From: Trond Myklebust <trond.myklebust@hammerspace.com>

When re-exporting a NFSv4.x filesystem through knfsd, we want to ensure
that the individual knfsd threads don't get stuck waiting for the server
in a NFS4ERR_DELAY loop. While it may make sense to have the re-exported
client retry a few times, particularly when the clients are using NFSv3,
ultimately we want to just punt a EAGAIN back to knfsd, so that it can
return NFS4ERR_DELAY/NFS3ERR_JUKEBOX, and free up the thread.

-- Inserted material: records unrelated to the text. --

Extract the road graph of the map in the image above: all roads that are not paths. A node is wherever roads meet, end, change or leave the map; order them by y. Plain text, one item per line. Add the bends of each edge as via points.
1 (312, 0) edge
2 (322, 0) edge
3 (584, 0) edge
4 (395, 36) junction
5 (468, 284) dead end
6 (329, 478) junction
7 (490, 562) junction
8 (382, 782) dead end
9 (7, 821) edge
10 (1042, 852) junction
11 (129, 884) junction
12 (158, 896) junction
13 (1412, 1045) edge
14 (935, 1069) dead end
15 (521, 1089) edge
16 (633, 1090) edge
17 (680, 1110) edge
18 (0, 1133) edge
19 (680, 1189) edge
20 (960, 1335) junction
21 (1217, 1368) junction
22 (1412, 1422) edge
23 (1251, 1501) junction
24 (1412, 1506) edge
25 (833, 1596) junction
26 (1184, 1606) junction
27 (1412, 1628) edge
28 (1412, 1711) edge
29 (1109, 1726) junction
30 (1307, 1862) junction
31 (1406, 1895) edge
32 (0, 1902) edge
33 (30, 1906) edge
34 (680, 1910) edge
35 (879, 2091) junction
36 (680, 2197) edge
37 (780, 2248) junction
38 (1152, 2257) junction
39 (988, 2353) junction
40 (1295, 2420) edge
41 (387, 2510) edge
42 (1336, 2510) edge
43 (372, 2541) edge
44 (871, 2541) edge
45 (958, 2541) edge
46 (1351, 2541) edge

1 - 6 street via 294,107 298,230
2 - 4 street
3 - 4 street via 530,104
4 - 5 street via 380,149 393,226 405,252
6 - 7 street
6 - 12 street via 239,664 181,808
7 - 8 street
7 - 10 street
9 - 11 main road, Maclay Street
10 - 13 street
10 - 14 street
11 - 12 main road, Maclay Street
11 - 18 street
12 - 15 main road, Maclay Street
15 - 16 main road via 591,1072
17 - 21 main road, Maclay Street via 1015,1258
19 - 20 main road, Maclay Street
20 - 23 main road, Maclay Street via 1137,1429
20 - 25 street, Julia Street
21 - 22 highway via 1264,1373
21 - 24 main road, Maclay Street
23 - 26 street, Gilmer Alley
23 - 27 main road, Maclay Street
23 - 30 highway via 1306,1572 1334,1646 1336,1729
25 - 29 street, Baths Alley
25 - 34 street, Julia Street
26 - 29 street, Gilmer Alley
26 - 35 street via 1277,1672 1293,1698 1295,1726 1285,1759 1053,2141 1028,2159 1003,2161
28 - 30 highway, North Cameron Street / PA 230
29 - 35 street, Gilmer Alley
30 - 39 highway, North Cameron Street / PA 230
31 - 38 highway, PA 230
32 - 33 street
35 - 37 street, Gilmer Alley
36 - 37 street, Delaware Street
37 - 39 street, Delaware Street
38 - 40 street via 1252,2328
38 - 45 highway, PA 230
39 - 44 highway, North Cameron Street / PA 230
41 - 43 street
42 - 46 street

With that in mind, add a client module parameter, 'delay_retrans', that
specifies how many times a 'softerr' mounted NFSv4 filesystem should
retry before returning EAGAIN.
In order to avoid disrupting existing setups, the feature is disabled by
default, however it can be enabled by specifying a positive value for
the new parameter.

Trond Myklebust (2):
  NFSv4: Add a parameter to limit the number of retries after
    NFS4ERR_DELAY
  NFSv4/pnfs: Allow layoutget to return EAGAIN for softerr mounts

 .../admin-guide/kernel-parameters.txt         |  7 +++
 fs/nfs/nfs4_fs.h                              |  2 +
 fs/nfs/nfs4proc.c                             | 43 +++++++++++++++----
 fs/nfs/pnfs.c                                 |  8 +++-
 fs/nfs/pnfs.h                                 |  5 ++-
 fs/nfs/super.c                                |  8 +++-
 fs/nfs/write.c                                |  2 +
 7 files changed, 63 insertions(+), 12 deletions(-)

-- 
2.41.0

^ permalink raw reply	[flat|nested] 4+ messages in thread

* [PATCH 1/2] NFSv4: Add a parameter to limit the number of retries after NFS4ERR_DELAY
  2023-09-11 18:50 [PATCH 0/2] NFSv4.x client improvements for knfsd re-exporting trondmy
@ 2023-09-11 18:50 ` trondmy
  2023-09-11 18:50   ` [PATCH 2/2] NFSv4/pnfs: Allow layoutget to return EAGAIN for softerr mounts trondmy
  2023-09-12  9:40 ` [PATCH 0/2] NFSv4.x client improvements for knfsd re-exporting Daire Byrne
  1 sibling, 1 reply; 4+ messages in thread
From: trondmy @ 2023-09-11 18:50 UTC (permalink / raw)
  To: linux-nfs

From: Trond Myklebust <trond.myklebust@hammerspace.com>

When using a 'softerr' mount, the NFSv4 client can get stuck waiting
forever while the server just returns NFS4ERR_DELAY. Among other things,
this causes the knfsd server threads to busy wait.
Add a parameter that tells the NFSv4 client how many times to retry
before giving up.

Signed-off-by: Trond Myklebust <trond.myklebust@hammerspace.com>
---
 .../admin-guide/kernel-parameters.txt         |  7 ++++++
 fs/nfs/nfs4_fs.h                              |  2 ++
 fs/nfs/nfs4proc.c                             | 25 +++++++++++++++++++
 fs/nfs/super.c                                |  8 +++++-
 4 files changed, 41 insertions(+), 1 deletion(-)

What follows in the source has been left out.